*Requirement:* Examine the records below. Report how many of their lines contain the word "Sertaneja", with no other content.

*Data provided:*
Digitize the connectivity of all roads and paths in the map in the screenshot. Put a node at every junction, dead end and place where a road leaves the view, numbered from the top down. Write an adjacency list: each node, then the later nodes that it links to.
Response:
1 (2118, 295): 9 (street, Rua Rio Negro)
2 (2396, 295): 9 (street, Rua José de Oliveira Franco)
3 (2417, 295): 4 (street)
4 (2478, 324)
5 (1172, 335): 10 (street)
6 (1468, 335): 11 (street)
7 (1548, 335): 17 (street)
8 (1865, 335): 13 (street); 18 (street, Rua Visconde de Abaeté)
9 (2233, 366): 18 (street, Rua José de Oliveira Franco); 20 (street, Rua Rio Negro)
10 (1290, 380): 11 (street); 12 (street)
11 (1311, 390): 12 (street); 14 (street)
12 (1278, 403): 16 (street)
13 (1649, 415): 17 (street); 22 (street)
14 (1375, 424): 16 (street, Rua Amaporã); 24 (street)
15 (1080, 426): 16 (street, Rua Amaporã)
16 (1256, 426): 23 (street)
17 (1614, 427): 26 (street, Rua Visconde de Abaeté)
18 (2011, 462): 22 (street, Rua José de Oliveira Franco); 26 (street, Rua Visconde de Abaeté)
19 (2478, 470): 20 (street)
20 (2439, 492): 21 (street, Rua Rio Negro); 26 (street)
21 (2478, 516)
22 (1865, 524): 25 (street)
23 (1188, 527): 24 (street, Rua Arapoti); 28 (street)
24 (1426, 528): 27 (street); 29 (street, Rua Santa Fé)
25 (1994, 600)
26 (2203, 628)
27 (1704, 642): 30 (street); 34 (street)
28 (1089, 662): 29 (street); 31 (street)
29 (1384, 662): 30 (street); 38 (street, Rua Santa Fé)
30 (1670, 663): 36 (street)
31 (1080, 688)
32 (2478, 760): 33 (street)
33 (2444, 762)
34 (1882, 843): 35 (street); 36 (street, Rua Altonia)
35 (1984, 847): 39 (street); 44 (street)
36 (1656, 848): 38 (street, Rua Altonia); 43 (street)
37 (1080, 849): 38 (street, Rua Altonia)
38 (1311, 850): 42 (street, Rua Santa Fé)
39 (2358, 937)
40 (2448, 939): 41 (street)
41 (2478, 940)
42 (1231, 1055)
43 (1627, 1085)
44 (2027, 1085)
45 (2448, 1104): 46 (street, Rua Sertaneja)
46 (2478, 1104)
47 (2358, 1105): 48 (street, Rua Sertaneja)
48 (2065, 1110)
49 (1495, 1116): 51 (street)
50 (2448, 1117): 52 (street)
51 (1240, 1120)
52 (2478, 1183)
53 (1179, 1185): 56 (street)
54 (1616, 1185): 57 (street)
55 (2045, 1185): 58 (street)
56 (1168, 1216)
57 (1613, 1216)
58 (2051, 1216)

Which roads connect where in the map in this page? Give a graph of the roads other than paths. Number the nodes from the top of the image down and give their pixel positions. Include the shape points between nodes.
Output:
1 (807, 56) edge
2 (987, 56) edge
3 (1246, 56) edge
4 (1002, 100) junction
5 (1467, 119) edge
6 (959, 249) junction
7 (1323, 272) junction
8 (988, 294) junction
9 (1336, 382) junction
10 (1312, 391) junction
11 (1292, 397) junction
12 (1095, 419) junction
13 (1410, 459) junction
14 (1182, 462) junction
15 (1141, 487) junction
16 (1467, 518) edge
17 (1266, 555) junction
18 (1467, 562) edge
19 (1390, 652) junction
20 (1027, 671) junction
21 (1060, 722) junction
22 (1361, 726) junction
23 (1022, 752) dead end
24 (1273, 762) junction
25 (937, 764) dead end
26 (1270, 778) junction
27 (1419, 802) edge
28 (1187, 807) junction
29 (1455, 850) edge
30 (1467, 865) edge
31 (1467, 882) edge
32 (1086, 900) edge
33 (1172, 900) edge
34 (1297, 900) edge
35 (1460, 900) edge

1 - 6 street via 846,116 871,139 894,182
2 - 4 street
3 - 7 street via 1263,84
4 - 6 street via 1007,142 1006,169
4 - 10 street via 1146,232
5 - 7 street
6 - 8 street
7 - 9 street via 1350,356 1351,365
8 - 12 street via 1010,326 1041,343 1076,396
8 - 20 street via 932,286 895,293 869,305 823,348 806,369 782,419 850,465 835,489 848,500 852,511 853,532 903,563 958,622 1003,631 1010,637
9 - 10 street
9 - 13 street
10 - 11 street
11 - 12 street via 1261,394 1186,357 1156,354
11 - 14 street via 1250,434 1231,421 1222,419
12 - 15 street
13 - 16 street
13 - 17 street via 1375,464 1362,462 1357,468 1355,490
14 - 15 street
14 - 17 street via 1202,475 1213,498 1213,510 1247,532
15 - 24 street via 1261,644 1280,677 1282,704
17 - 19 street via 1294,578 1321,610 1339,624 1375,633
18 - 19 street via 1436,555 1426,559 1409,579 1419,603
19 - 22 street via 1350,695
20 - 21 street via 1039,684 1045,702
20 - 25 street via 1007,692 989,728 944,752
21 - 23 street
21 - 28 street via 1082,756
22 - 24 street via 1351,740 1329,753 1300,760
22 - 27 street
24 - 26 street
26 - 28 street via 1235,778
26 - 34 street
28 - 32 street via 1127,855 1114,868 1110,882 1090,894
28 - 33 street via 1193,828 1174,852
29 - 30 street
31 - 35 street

*Task answer:* 2